En France comme dans une grande partie de l'Europe, peu de régions échappent cet été à des températures qui dépassent régulièrement 35 voire 40°C, alors que les logements sont peu adaptés aux canicules et très rarement climatisés.

C'est le cas notamment des immeubles dits haussmanniens emblématiques de Paris, construits au XIXe siècle avec des toits en zinc ravissants sur les cartes postales mais qui chauffent fortement sous l'effet de la chaleur et du soleil.

"Au dernier étage d'un immeuble haussmannien la chaleur à l'intérieur devient vraiment insupportable", observe auprès de l'AFP Joseph Denke, agent immobilier chez FredéLion à Paris.

Il constate une évolution des critères depuis quelques mois, notamment une baisse de la demande pour l'exposition sud synonyme de soleil.

- Horizon "10-15 ans" -

La chaleur ressentie lors de la visite d'un studio de 14 m2 fait d'ailleurs douter un de ses clients, Camille Couturier, 30 ans. "Etre sous les toits c'est quelque chose qui peut être inquiétant, qui pourrait être un point négatif à l'appartement", relève-t-il à côté de la fenêtre ouverte du logement non-traversant.

En achetant un appartement, il se projette "au moins à 10-15 ans" et s'inquiète donc de savoir s'il pourra "utiliser cet appartement de manière vivable" ou "devoir fuir comme tout le monde parce qu'il fait trop chaud".

Alors que l'Europe occidentale a connu son début d'été le plus chaud enregistré selon l'observatoire européen du changement climatique, un logement sur deux en France serait une bouilloire thermique, surnom donné aux habitations qui se réchauffent très vite, estime le cabinet Pouget Consultants et Ignes.

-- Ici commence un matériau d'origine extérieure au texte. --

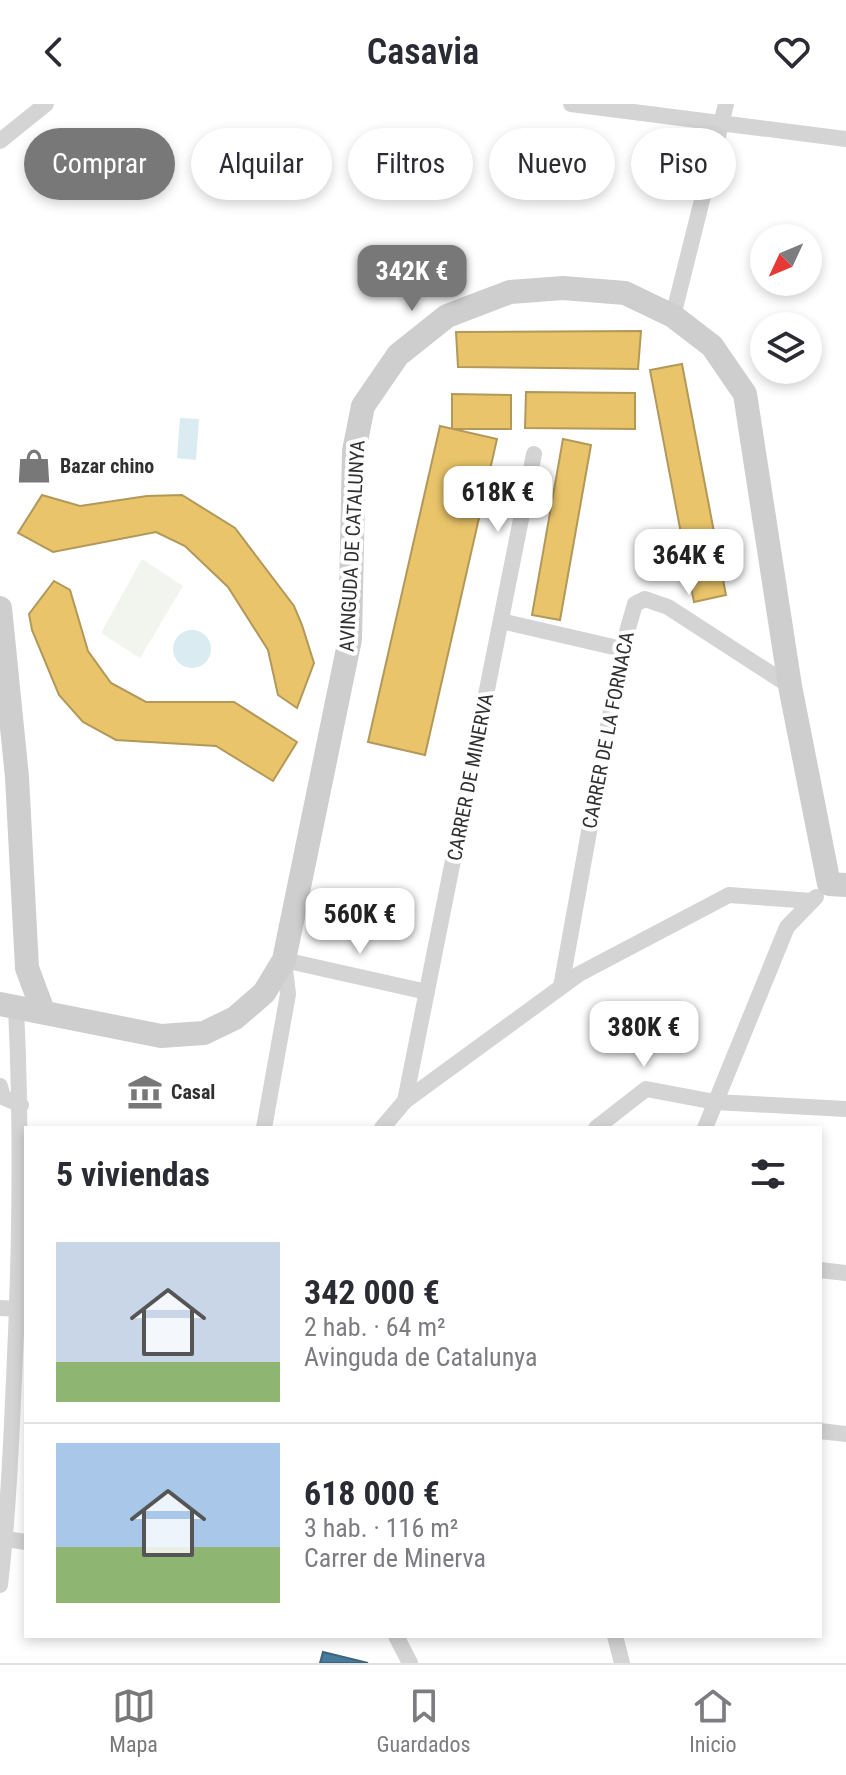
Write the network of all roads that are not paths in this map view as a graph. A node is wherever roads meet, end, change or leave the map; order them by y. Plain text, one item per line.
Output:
1 (46, 104) edge
2 (571, 104) edge
3 (726, 104) edge
4 (723, 122) junction
5 (846, 139) edge
6 (0, 141) edge
7 (673, 316) junction
8 (534, 454) dead end
9 (0, 608) edge
10 (501, 621) junction
11 (622, 649) junction
12 (790, 686) junction
13 (829, 890) edge
14 (284, 960) junction
15 (561, 987) junction
16 (427, 992) junction
17 (8, 1006) edge
18 (43, 1011) junction
19 (0, 1086) edge
20 (405, 1101) junction
21 (715, 1102) junction
22 (21, 1105) junction
23 (0, 1108) edge
24 (846, 1109) edge
25 (264, 1126) edge
26 (384, 1126) edge
27 (599, 1126) edge
28 (706, 1126) edge
29 (23, 1166) edge
30 (822, 1270) edge
31 (846, 1273) edge
32 (22, 1287) edge
33 (0, 1308) edge
34 (18, 1309) junction
35 (21, 1362) edge
36 (19, 1420) edge
37 (822, 1431) edge
38 (846, 1434) edge
39 (4, 1516) edge
40 (6, 1539) junction
41 (24, 1542) edge
42 (0, 1583) edge
43 (397, 1638) edge
44 (616, 1638) edge
45 (410, 1663) edge
46 (622, 1663) edge

1 - 6 street
2 - 4 street
3 - 4 street
4 - 5 street
4 - 7 street
7 - 12 street, AVINGUDA DE CATALUNYA
7 - 14 street, AVINGUDA DE CATALUNYA
8 - 10 street, CARRER DE MINERVA
9 - 18 street
10 - 11 street
10 - 16 street, CARRER DE MINERVA
11 - 12 street, CARRER DE LA FORNACA
11 - 15 street, CARRER DE LA FORNACA
12 - 13 street, AVINGUDA DE CATALUNYA
13 - 15 street
13 - 21 street
14 - 16 street
14 - 18 street, AVINGUDA DE CATALUNYA
14 - 25 street
15 - 20 street
16 - 20 street, CARRER DE MINERVA
17 - 18 street, AVINGUDA DE CATALUNYA
17 - 22 street
19 - 22 street
20 - 26 street
21 - 24 street
21 - 27 street
21 - 28 street
22 - 23 street
22 - 29 street
29 - 32 street
30 - 31 street
32 - 34 street
33 - 34 street
34 - 35 street
35 - 36 street
36 - 39 street
37 - 38 street
39 - 40 street
40 - 41 street
40 - 42 street
43 - 45 street
44 - 46 street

Pour Sophie Bourg, directrice marketing de la plateforme d'annonces leboncoin immobilier, les canicules ne sont plus perçues par les Français "comme des épiphénomènes" mais "sont vraiment intégrées comme étant structurelles dans les choix résidentiels". "La fraîcheur, le confort d'été sont devenus un critère immobilier à part entière", assure-t-elle.

Un tiers des répondants à un sondage mené en ligne par la société en juin disaient ne pas exclure de déménager si les canicules s'intensifient.

- "Plus un tabou" -

Exposition, étage, piscine, volets, possibilité de faire des courants d'air, espaces extérieurs, terrasse ombragée et même présence d'arbres dans le quartier font désormais partie des critères et discussions que les professionnels de l'immobilier interrogés par l'AFP voient émerger.

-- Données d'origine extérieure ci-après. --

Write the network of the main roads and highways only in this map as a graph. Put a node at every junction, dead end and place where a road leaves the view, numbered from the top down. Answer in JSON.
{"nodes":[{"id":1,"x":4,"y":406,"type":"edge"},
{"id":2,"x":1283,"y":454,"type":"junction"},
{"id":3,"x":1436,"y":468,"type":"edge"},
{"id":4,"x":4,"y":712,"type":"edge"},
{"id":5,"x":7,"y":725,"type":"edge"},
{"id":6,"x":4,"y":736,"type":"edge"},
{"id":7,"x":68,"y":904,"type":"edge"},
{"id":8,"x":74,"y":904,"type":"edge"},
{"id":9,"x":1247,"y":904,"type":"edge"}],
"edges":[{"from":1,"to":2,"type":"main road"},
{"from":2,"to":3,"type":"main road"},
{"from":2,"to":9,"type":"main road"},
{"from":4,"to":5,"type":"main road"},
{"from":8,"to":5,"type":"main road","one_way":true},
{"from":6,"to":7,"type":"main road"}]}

Quant à la climatisation, sa possible généralisation a fait l'objet d'intenses débats politiques en France en début d'été, car elle est vue par certains comme un simple remède à l'inaction face au changement climatique et provoque des rejets de chaleur à l'extérieur.

Mais lors des recherches de logement, "ce n'est plus du tout un tabou", tranche Yann Jéhanno, président du réseau immobilier Laforêt.

"Les acquéreurs ne regardent plus seulement le logement, mais plutôt son habitabilité. Ils ne vont plus se contenter seulement du diagnostic de performance énergétique, mais interroger les agents immobiliers avec des questions très concrètes sur la température pendant la dernière vague de chaleur, s'il est possible d'aérer la nuit, si on dort bien dans les chambres", détaille-t-il.